Sheila Squillante is a writer and visual artist living in Pittsburgh, Pennsylvania. Her debut essay collection, "All Things Edible, Random and Odd: Essays on Grief, Love and Food," was published by CLASH Books in November, 2023. She is the author of the poetry collections "Mostly Human," winner of the 2020 Wicked Woman Book Prize from Brick House Books, and "Beautiful Nerve" (Tiny Hardcore Books, 2015), as well as four chapbooks of poetry: "Dear Sunder" (dancing girl, 2023), "In This Dream of My Father" (Seven Kitchens, 2014), "Women Who Pawn Their Jewelry" (Finishing Line, 2012), and "A Woman Traces the Shoreline" (dancing girl, 2011). "The Brightest Days: New and Selected Poems" is forthcoming from Braddock Avenue Books in 2025. She is co-author, along with Sandra L. Faulkner, of the writing craft book, "Writing the Personal: Getting Your Stories Onto the Page" (Sense Publishers, 2015) and is currently working on a memoir about her coming of age as a feminist ands a documentary prose project about her mother's life.

She was the assistant director of the MFA program at Penn State where she also taught writing for twelve years.
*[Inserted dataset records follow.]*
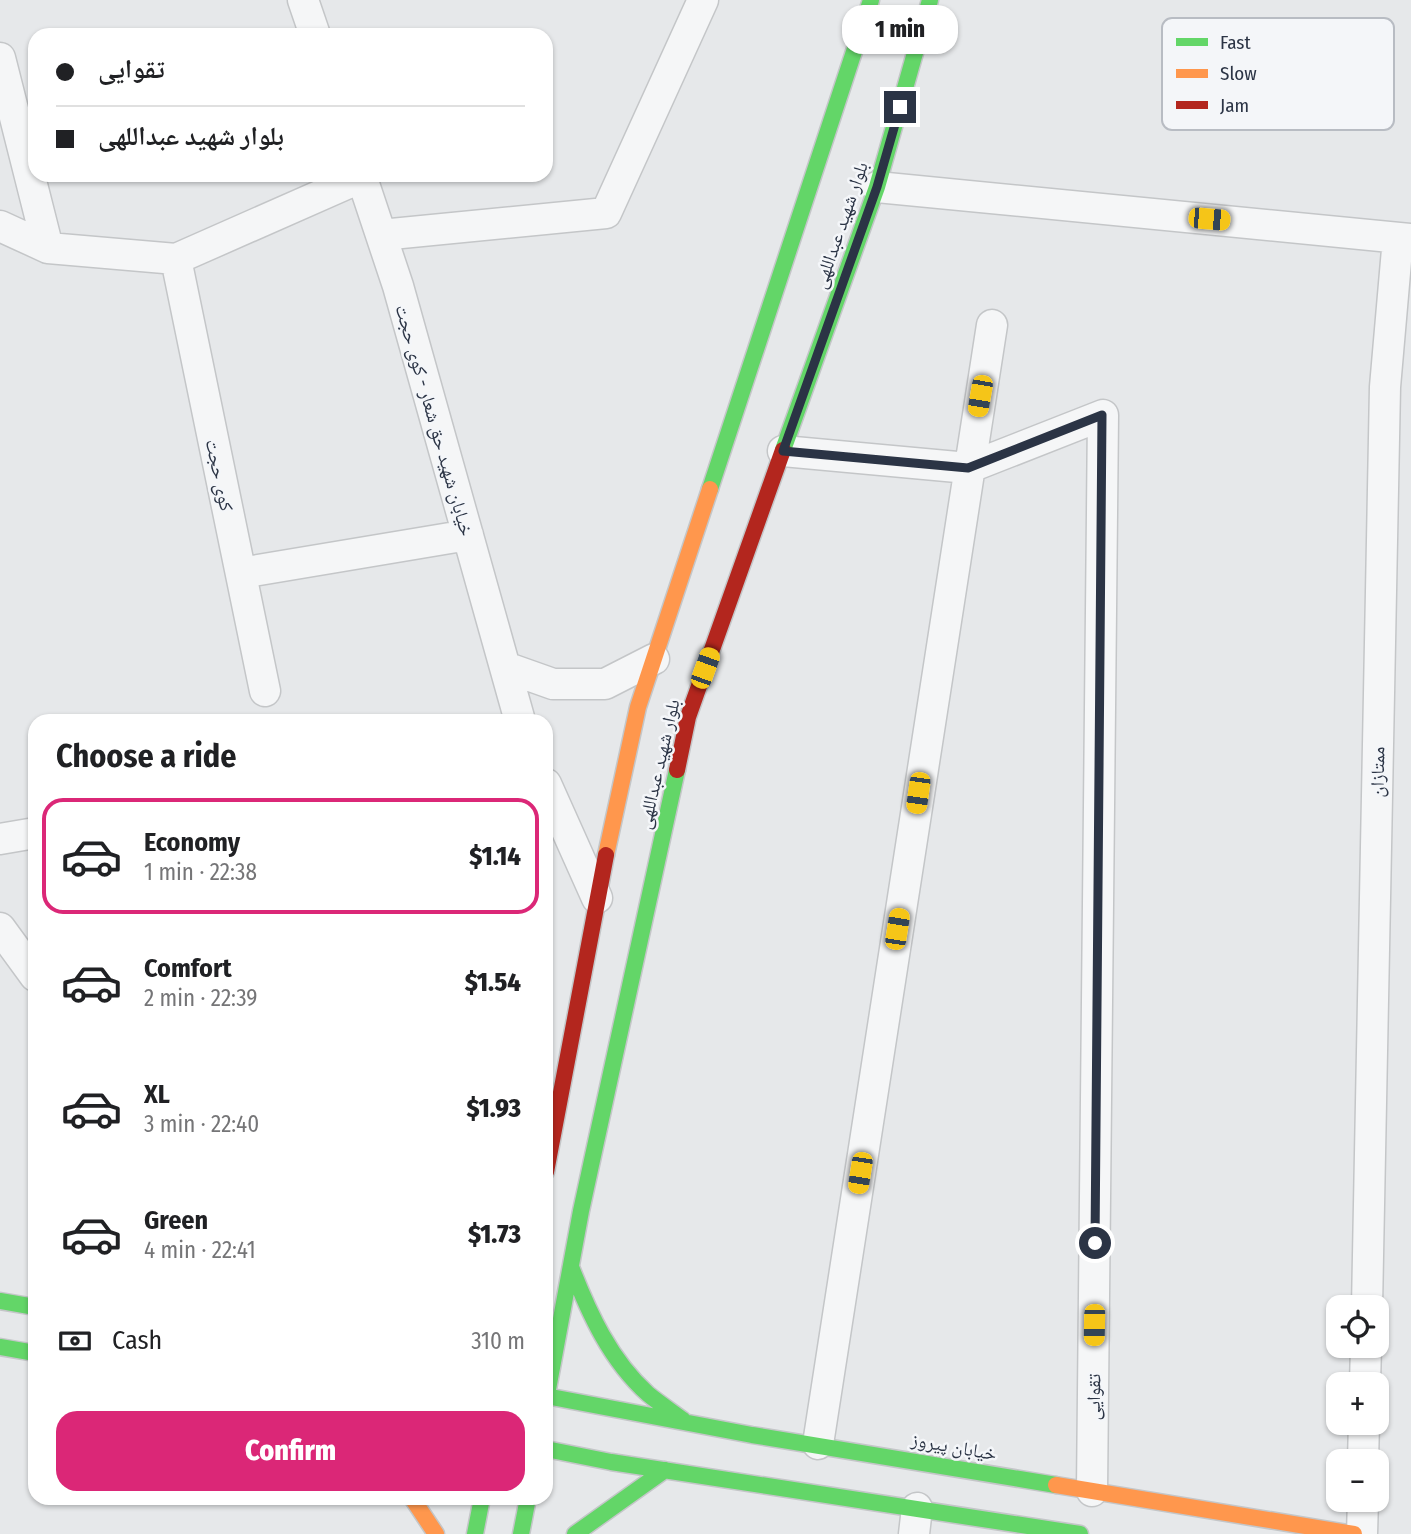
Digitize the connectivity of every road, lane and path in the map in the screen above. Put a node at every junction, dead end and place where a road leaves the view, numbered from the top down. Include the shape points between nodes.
1 (303, 0) edge
2 (703, 0) edge
3 (871, 0) edge
4 (930, 0) edge
5 (313, 28) edge
6 (0, 58) edge
7 (28, 169) edge
8 (31, 182) edge
9 (347, 182) edge
10 (363, 182) edge
11 (877, 187) junction
12 (0, 226) edge
13 (381, 235) junction
14 (1405, 238) edge
15 (48, 248) junction
16 (176, 258) junction
17 (992, 324) dead end
18 (1398, 393) edge
19 (783, 451) junction
20 (968, 468) junction
21 (468, 535) junction
22 (241, 573) junction
23 (654, 659) junction
24 (505, 667) junction
25 (265, 691) dead end
26 (518, 714) edge
27 (553, 800) edge
28 (28, 834) edge
29 (0, 839) edge
30 (597, 898) junction
31 (2, 934) edge
32 (28, 967) edge
33 (553, 1134) edge
34 (571, 1267) junction
35 (1367, 1295) edge
36 (0, 1301) edge
37 (564, 1304) junction
38 (28, 1306) edge
39 (553, 1308) edge
40 (0, 1347) edge
41 (28, 1352) edge
42 (553, 1361) edge
43 (553, 1398) edge
44 (688, 1423) junction
45 (818, 1444) junction
46 (553, 1450) edge
47 (665, 1470) junction
48 (1092, 1491) junction
49 (417, 1505) edge
50 (481, 1505) edge
51 (527, 1505) edge
52 (1363, 1512) edge
53 (916, 1521) edge
54 (436, 1534) edge
55 (475, 1534) edge
56 (521, 1534) edge
57 (575, 1534) edge
58 (1080, 1534) edge
59 (1354, 1534) edge
60 (1362, 1534) edge

1 - 5 street
2 - 13 street via 606,213
3 - 23 main road, بلوار شهید عبداللهی
4 - 11 main road, بلوار شهید عبداللهی
6 - 7 street
8 - 15 street
9 - 16 street
10 - 13 street, خیابان شهید حق شعار - کوی حجت
11 - 14 street
11 - 19 main road, بلوار شهید عبداللهی
12 - 15 street
13 - 21 street, خیابان شهید حق شعار - کوی حجت
14 - 18 street, ممتازان
15 - 16 street
16 - 22 street, کوی حجت
17 - 20 street
18 - 35 street, ممتازان
19 - 20 street, تقوایی
19 - 34 main road, بلوار شهید عبداللهی via 688,717
20 - 45 street
20 - 48 street, تقوایی via 1102,415
21 - 22 street
21 - 24 street, خیابان شهید حق شعار - کوی حجت
22 - 25 street, کوی حجت
23 - 24 street via 606,684 553,684
23 - 30 main road, بلوار شهید عبداللهی via 638,707
24 - 26 street, خیابان شهید حق شعار - کوی حجت
27 - 30 street
28 - 29 street
30 - 33 main road, بلوار شهید عبداللهی
31 - 32 street
34 - 37 main road, بلوار شهید عبداللهی
34 - 44 main road via 584,1302 623,1366 647,1393
36 - 38 main road
37 - 39 main road
37 - 42 main road, بلوار شهید عبداللهی
40 - 41 main road
43 - 44 main road, خیابان پیروز
44 - 45 main road, خیابان پیروز
45 - 48 main road, خیابان پیروز
46 - 47 main road
47 - 53 main road
47 - 57 main road
48 - 59 main road, خیابان پیروز
49 - 54 main road
50 - 55 main road
51 - 56 main road
52 - 60 street
53 - 58 main road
In 2013 she joined the MFA faculty at Chatham University in Pittsburg where she now serves as program director and associate professor. For more than a decade she was the facilitator of the Summer Community of Writers, a ten-day residency that brought together nationally renowned writers, MFA students and community members for intensive study at Eden Hall, Chatham's beautiful organic farm campus. She is executive editor of The Fourth River, Chatham's journal of nature and place-based writing. Other editorial work included PANK, where she was reviews editor and blog editor, and Barrelhouse Magazine, where she served as online editor responsible for blog columns and special issues, including two e-books tributes to the work of Prince and David Bowie. She currently serves as an editor-at-large.

In addition to her work as a writer, Squillante is a visual artist. Her abstract paintings have been featured in Brevity and A-Minor Magazine and as cover art for Dogwood: A Journal of Poetry and Prose. She is a member of the Confluence Women's Art Collective in Pittsburgh, where she lives with a messy but sincere garden, two dogs, a bird, two teenagers and a philosopher.

Please join us in the Cheever Room, located in Finn House, on Thursday, Nov. 7, at 4:30 p.m.